Ad accendere la miccia, la presentazione mercoledì scorso alla Borsa di Milano della Cassa Centrale Banca del Credito Cooperativo Italiano, giusto per dichiarare le proprie ambizioni e la geografia del mercato, il soggetto aggregatore da 1 miliardo di patrimonio targato Veneto e Friuli, pensato per riunire gli istituti veneti, trentini e friulani sotto un unico cappello. Una mossa che per i promotori dell’iniziativa “non rappresenta una provocazione”, anzi, una mano tesa alla Federcasse.

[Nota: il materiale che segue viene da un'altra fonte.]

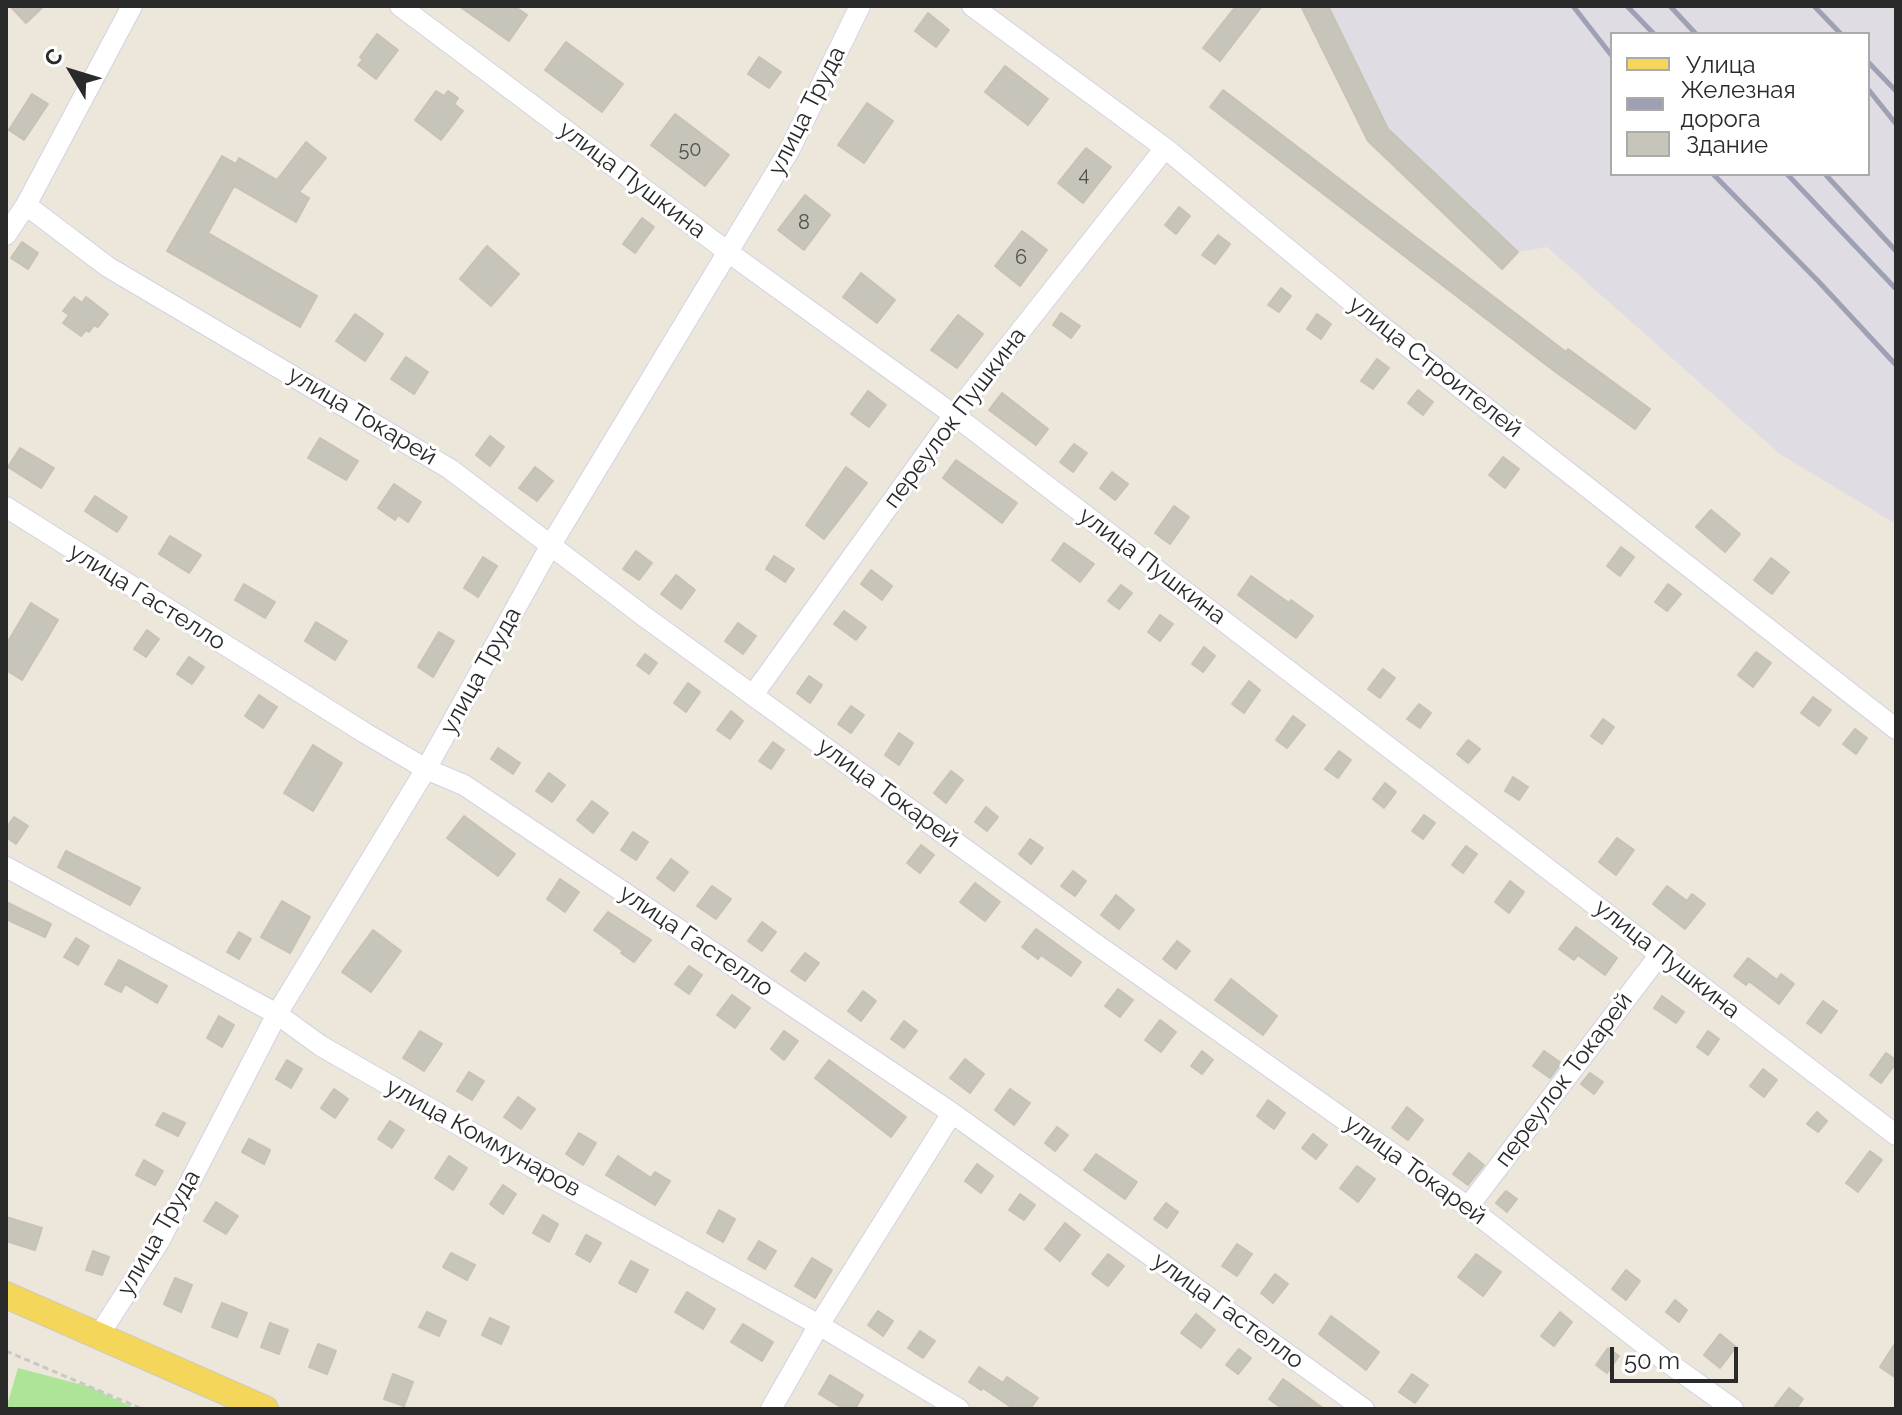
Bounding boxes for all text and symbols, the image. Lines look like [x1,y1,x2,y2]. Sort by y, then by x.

Peccato però che la holding in questione abbia visto la luce a una manciata di giorni dalle dure parole del presidente di Federcasse, Azzi, che neanche a farlo apposta aveva messo in guardia gli istituti dai rischi  di una “balcanizzazione” del sistema. Parole, per ora, al vento visti gli sviluppi della faccenda. Anche perchè il messaggio di Cassa Centrale a Federcasse appare abbastanza chiaro: collaborazione alla riforma se si accetta il progetto holding Nord Est oppure piena autonomia in caso di rifiuto.

La reazione di Federcasse, che ha deciso di mostrare i muscoli pur mantenendo un atteggiamento comuque istituzionale, non si è fatta attendere. In una prima nota, giunta a poche ore dalla presentazione di Milano, la federazione rispondeva sottolineando che “la presenza di più gruppi bancari cooperativi porta intuitivamente a una frammentazione che indebolisce tutto il sistema, ad affievolire la propria capacità di stare sul mercato, a una nefasta concorrenza interna e al rischio di escludere una parte delle Bcc”. Della serie, uniti si vince, se invece si va in ordine sparso, addio sogni di gloria di una vera riforma del credito cooperativo.

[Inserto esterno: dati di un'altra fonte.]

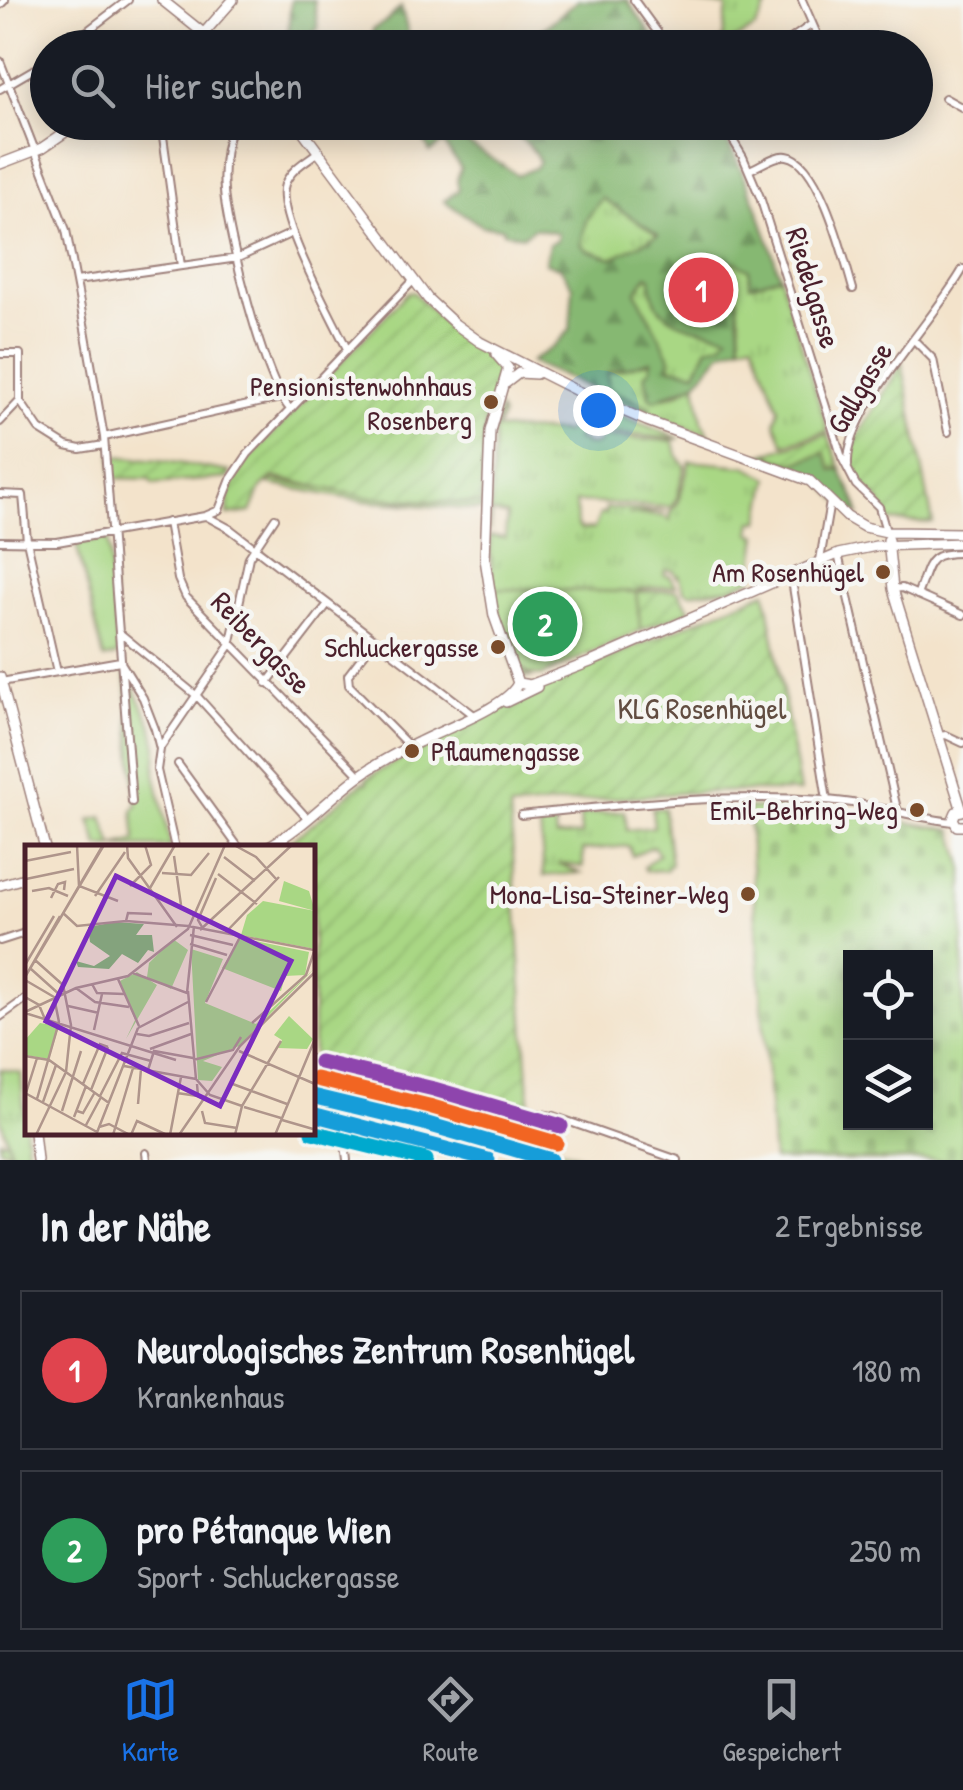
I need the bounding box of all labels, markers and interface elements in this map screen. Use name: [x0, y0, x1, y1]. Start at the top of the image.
search box: [30, 30, 933, 140]
icon: search: [65, 58, 120, 113]
text: Hier suchen: [145, 59, 303, 111]
street label: Riedelgasse: [777, 223, 851, 353]
pin: 1: [668, 252, 734, 328]
street label: Gallgasse: [817, 334, 901, 440]
place label: Pensionistenwohnhaus Rosenberg: [250, 367, 472, 439]
your location: [573, 385, 624, 436]
marker: Pensionistenwohnhaus Rosenberg: [481, 392, 501, 412]
place label: Am Rosenhügel: [712, 553, 865, 591]
marker: Am Rosenhügel: [873, 562, 893, 582]
street label: Reibergasse: [203, 582, 321, 702]
pin: 2: [512, 586, 578, 662]
place label: Schluckergasse: [324, 628, 479, 666]
marker: Schluckergasse: [488, 637, 508, 657]
park label: KLG Rosenhügel: [618, 688, 786, 728]
place label: Pflaumengasse: [431, 732, 580, 770]
marker: Pflaumengasse: [402, 741, 422, 761]
place label: Emil-Behring-Weg: [710, 791, 898, 829]
marker: Emil-Behring-Weg: [907, 800, 927, 820]
inset map: [25, 845, 315, 1135]
place label: Mona-Lisa-Steiner-Weg: [490, 875, 729, 913]
marker: Mona-Lisa-Steiner-Weg: [738, 884, 758, 904]
map controls: [843, 950, 933, 1130]
button: locate: [843, 950, 933, 1040]
button: layers: [843, 1040, 933, 1130]
text: In der Nähe: [40, 1197, 211, 1254]
text: 2 Ergebnisse: [775, 1204, 923, 1247]
text: Neurologisches Zentrum Rosenhügel: [137, 1323, 634, 1375]
text: 1: [69, 1349, 80, 1392]
text: 180 m: [852, 1349, 921, 1392]
text: Krankenhaus: [137, 1375, 285, 1418]
text: pro Pétanque Wien: [137, 1503, 391, 1555]
text: 2: [67, 1529, 82, 1572]
text: 250 m: [849, 1529, 921, 1572]
text: Sport · Schluckergasse: [137, 1555, 400, 1598]
tab: Karte: [122, 1672, 179, 1770]
tab: Route: [423, 1672, 479, 1770]
tab: Gespeichert: [722, 1672, 841, 1770]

Passate 24 ore, da Federcasse arrivava il secondo affondo, in concomitanza con un comitato esecutivo della federazione convocato in tutta fretta (chissà perchè?) e che definiva l’iniziativa del Nord Est “prematura rispetto all’attuale fase di elaborazione della riforma, in contrasto con l’impegno unitario assunto all’unanimità e incompleta dal momento che non offre soluzioni sistemiche, valide per tutte le Bcc, ma solo parziali e per una parte di esse”. Una stroncatura bella e buona che ha il sapore di una prova muscolare.

Il comitato esecutivo di Federcasse, ribadiva infine infine ribadito come la missione di Federcasse, in modo particolare in questa fase l’intenzione di contribuire alla riforma “nel solo assetto possibile e sostenibile, vale a dire quello dell’unità, pur con le indispensabili razionalizzazioni e le migliori condizioni di contesto regolamentare per lo sviluppo delle attivita’ delle Bcc e di tutto il credito cooperativo italiano”.

E adesso? Che succede? I rischio stallo è molto concreto. Tra un mese o poco più dovrebbe arrivare l’agognato decreto del Governo in cui incastonare la riforma. Ma il rischio che un testo condiviso non sia pronto per quella data è altro. A Federcasse, d’altronde, rimangono fermi della loro idea. Serve un’unica centrale con un patrimonio miliardario (si pensa a Iccrea) dove riunire il grosso degli istituti, senza fronde e frondine. Un botta e risposta non porterà a nulla, è ovvio. Il rischio, quello vero, è che il Governo prenda in mano la situazione sulla falsariga di quanto fatto con le popolari.